*Work instruction*
Take the data below. Output it exactly from its first line through the line containing "static void C(unsigned".

━━━━━ Supplied data

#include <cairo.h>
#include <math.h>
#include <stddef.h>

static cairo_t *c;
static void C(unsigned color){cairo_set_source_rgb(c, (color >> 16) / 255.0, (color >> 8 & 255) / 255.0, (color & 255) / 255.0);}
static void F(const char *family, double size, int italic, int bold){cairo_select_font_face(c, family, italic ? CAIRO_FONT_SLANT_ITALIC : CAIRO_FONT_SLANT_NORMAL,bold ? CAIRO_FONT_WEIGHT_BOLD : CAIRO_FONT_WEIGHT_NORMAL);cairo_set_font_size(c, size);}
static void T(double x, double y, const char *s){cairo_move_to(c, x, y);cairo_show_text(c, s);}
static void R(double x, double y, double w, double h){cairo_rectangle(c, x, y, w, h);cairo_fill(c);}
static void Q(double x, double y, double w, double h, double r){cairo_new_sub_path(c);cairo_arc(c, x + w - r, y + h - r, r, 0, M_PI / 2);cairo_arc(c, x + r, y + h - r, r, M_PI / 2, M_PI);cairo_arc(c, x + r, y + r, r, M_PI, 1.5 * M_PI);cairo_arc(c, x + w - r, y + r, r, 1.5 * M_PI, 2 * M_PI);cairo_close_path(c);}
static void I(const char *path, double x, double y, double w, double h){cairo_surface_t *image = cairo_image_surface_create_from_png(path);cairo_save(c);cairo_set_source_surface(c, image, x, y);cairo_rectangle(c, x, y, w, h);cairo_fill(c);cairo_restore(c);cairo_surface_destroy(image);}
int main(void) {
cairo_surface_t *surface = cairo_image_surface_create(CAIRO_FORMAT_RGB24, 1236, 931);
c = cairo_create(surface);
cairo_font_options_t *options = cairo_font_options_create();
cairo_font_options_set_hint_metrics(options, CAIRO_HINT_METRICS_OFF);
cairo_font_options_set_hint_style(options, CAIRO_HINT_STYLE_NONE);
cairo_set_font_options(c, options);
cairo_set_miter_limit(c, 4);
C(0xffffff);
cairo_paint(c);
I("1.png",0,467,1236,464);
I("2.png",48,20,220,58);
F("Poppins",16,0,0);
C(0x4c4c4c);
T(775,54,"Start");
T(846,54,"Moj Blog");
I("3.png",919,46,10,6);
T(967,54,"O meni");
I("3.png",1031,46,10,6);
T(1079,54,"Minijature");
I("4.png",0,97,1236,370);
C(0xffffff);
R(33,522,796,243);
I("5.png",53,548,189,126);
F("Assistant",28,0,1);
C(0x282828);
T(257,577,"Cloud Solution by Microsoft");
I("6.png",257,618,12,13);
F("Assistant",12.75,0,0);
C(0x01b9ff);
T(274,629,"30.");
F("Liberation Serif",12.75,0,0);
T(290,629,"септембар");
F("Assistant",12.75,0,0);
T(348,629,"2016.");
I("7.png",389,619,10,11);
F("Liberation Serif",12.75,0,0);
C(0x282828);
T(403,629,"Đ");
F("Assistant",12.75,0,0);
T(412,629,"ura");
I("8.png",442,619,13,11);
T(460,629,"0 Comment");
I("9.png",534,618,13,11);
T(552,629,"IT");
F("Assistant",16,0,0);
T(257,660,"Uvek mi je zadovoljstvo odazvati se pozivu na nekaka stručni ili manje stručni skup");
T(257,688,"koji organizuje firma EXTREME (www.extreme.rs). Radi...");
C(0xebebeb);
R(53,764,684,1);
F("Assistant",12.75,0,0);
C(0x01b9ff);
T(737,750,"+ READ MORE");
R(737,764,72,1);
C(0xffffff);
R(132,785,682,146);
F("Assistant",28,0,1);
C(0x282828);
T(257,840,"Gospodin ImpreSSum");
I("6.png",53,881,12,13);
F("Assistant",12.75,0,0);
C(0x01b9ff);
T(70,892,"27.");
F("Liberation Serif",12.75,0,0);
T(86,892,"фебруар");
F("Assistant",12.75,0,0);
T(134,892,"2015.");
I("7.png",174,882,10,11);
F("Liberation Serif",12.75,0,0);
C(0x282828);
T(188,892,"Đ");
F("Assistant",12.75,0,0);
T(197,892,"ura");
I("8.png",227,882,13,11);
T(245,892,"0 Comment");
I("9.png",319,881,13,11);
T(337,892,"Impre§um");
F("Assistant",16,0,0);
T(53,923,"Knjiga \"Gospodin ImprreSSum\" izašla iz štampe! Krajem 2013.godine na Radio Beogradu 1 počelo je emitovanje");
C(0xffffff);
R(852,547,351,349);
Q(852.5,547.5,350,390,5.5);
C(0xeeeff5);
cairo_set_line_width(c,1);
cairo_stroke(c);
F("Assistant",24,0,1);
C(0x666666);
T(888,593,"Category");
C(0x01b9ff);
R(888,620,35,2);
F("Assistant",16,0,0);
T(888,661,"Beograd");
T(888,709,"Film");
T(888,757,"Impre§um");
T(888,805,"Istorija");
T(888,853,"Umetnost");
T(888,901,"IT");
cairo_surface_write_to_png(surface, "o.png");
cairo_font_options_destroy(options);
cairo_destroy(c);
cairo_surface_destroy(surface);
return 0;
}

━━━━━━━━━━

*Exercise output*
#include <cairo.h>
#include <math.h>
#include <stddef.h>

static cairo_t *c;
static void C(unsigned color){cairo_set_source_rgb(c, (color >> 16) / 255.0, (color >> 8 & 255) / 255.0, (color & 255) / 255.0);}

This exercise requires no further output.